Most patients with breast cancer have surgery to remove the cancer from the breast; some lymph nodes under the arm are usually taken out at the same time and examined under a microscope to determine if they contain cancer cells.
Common Procedures when Treating Breast Cancer
Breast Conserving Surgery
Breast conserving surgery removes the cancer but not the breast itself, either through a lumpectomy (surgical removal of the tumor and a small amount of normal tissue around it), a quadrantectomy (removal of about one quarter of the breast tissue) or a partial mastectomy (surgery to remove the part of the breast that has the cancer and some normal tissue around it). Surgeons at Women & Infants are trained in the most advanced oncoplastic surgery techniques for removing the cancerous tissue while also reforming the breast into a normal shape.
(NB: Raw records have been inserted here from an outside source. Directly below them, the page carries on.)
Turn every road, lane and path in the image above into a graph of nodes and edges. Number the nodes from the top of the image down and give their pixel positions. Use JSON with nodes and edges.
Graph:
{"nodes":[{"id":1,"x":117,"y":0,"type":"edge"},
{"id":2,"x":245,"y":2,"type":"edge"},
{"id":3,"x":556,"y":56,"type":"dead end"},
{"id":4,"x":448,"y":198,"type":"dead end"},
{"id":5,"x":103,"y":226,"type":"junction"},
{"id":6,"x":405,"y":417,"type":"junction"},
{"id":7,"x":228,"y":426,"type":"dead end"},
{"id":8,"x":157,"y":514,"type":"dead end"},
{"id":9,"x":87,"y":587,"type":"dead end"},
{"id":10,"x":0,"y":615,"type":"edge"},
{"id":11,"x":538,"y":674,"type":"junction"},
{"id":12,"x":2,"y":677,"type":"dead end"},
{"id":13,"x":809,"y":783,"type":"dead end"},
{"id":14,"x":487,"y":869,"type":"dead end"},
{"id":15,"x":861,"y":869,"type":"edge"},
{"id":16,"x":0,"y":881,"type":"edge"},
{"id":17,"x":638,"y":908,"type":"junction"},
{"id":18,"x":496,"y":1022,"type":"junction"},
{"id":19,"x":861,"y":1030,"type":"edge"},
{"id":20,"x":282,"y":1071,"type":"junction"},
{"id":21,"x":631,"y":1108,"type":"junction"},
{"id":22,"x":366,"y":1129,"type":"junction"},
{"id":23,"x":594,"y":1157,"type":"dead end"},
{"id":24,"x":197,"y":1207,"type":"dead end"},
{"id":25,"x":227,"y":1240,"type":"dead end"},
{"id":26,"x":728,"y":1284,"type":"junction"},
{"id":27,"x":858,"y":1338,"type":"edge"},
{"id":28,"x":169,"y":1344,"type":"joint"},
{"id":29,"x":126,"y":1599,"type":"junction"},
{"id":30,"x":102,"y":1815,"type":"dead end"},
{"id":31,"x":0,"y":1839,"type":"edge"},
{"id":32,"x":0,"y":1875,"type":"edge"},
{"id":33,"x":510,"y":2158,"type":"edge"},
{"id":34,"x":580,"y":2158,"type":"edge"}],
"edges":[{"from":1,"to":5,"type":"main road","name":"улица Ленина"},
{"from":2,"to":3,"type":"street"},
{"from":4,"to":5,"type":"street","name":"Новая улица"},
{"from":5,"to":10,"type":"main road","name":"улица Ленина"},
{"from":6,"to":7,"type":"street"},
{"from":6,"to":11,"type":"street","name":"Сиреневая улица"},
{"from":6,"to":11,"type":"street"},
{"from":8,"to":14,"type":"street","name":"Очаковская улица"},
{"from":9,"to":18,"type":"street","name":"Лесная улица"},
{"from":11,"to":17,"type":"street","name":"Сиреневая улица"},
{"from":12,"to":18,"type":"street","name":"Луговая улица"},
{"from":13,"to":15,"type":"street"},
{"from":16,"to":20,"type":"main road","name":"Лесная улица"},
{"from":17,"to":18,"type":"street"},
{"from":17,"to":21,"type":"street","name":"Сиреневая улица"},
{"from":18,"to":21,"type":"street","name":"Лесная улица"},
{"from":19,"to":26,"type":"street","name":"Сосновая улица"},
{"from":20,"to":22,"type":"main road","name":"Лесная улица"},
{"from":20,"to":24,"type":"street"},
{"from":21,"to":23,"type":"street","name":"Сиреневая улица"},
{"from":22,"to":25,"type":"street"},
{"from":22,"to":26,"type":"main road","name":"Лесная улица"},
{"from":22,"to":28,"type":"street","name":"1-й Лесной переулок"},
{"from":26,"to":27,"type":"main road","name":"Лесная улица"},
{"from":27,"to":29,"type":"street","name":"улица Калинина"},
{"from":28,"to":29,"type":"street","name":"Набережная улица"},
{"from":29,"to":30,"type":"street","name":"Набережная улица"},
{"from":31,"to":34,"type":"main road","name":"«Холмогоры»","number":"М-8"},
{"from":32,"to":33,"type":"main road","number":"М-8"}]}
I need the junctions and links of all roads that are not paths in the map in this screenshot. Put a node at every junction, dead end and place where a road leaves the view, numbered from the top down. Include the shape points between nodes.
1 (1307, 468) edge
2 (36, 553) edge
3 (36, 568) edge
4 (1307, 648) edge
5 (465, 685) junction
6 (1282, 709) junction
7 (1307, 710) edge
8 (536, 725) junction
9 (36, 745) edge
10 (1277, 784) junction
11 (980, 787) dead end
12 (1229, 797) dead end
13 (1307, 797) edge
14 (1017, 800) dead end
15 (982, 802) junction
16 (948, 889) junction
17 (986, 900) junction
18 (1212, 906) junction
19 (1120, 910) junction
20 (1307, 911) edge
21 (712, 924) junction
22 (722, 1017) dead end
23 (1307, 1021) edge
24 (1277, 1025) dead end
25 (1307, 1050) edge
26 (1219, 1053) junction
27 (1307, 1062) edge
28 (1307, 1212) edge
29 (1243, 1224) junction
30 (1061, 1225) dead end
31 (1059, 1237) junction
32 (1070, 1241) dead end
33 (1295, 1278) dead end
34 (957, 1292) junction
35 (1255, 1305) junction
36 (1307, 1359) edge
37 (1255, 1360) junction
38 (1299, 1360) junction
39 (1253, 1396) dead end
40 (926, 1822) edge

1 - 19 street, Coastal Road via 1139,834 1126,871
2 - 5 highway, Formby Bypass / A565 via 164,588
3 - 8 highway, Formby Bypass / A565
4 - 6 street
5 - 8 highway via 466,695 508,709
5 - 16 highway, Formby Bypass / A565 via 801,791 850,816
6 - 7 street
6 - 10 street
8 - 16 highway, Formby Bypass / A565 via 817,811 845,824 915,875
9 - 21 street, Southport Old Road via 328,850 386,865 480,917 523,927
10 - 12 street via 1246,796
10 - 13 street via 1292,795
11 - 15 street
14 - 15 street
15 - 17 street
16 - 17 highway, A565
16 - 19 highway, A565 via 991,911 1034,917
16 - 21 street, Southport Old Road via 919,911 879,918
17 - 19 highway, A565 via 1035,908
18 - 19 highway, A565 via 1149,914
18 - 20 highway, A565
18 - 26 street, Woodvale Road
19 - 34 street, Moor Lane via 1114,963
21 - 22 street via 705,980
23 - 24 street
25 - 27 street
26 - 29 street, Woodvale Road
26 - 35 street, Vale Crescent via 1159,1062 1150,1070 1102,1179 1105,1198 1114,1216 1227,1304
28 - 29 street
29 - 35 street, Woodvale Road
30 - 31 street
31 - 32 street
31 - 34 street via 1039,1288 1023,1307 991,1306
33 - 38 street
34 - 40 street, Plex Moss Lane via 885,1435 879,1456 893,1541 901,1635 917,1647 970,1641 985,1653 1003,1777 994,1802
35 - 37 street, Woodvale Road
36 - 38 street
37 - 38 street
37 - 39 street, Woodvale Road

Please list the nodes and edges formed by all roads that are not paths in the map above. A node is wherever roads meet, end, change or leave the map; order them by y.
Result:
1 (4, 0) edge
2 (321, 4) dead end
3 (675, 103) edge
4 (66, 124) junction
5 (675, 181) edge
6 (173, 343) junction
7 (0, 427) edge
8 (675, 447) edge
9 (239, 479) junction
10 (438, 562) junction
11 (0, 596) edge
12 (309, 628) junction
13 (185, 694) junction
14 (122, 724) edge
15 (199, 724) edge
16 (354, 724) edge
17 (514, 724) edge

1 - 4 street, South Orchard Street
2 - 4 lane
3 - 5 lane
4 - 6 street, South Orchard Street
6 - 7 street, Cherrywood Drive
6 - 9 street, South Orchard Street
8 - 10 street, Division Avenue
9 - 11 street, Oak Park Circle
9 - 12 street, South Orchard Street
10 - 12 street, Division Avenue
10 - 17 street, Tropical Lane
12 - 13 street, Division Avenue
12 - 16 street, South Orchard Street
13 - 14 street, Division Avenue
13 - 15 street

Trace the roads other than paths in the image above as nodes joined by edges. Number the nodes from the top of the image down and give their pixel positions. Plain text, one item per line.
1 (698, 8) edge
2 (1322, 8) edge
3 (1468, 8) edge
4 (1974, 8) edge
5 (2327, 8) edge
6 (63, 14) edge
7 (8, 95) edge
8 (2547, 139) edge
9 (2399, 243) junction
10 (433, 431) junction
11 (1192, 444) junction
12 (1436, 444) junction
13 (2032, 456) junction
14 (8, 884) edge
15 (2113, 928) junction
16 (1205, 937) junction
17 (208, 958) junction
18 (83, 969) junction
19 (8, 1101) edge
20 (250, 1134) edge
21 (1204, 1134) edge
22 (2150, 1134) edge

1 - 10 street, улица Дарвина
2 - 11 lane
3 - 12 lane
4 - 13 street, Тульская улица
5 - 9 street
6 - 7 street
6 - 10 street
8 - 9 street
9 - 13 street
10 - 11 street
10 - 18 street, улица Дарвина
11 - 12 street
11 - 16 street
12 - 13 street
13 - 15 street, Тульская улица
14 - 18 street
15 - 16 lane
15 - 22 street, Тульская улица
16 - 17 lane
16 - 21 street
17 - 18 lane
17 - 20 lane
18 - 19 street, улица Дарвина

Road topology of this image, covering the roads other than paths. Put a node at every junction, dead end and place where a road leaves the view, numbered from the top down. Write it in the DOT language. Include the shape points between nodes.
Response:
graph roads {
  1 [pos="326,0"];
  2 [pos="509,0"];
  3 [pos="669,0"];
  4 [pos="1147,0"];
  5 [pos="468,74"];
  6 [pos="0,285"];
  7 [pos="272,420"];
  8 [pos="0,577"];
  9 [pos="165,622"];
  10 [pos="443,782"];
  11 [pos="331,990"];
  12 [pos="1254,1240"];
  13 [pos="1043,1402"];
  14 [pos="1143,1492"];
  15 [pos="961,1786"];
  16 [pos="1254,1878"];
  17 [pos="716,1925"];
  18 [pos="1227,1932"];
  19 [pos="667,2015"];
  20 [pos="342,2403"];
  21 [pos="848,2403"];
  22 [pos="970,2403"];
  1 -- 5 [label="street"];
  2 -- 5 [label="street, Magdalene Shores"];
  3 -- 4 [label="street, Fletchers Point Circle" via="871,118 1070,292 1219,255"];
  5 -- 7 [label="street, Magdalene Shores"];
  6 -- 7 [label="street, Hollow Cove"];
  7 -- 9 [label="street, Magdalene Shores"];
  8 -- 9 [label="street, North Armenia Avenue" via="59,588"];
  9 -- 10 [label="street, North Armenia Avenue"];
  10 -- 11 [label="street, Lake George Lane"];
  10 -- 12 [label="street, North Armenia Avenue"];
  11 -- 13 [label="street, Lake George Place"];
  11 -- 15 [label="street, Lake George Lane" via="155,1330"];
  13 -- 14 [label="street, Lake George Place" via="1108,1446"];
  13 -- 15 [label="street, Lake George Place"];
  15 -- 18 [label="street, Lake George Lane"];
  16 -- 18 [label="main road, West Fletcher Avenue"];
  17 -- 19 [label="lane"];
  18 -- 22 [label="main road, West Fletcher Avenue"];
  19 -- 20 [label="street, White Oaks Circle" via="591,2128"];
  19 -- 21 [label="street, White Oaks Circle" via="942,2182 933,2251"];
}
Total mastectomy is surgery to remove the breast containing cancer.
Modified Radical Mastectomy
Modified radical mastectomy is surgery to remove the whole breast containing cancer, many of the lymph nodes under the arm, the lining over the chest muscles and, sometimes, part of the chest wall muscles.
Radical mastectomy is surgical removal of both breasts; if this is done when there is no cancer present but genetic testing indicates the woman has a higher risk of developing breast cancer in her lifetime, it is called a prophylactic mastectomy.
Axillary Lymph Node Dissection
If a biopsy shows that the breast cancer has spread outside the milk duct, the surgeon will remove 10 to 40 lymph nodes from under the arm during a lumpectomy or mastectomy surgery to check if the cancer spread.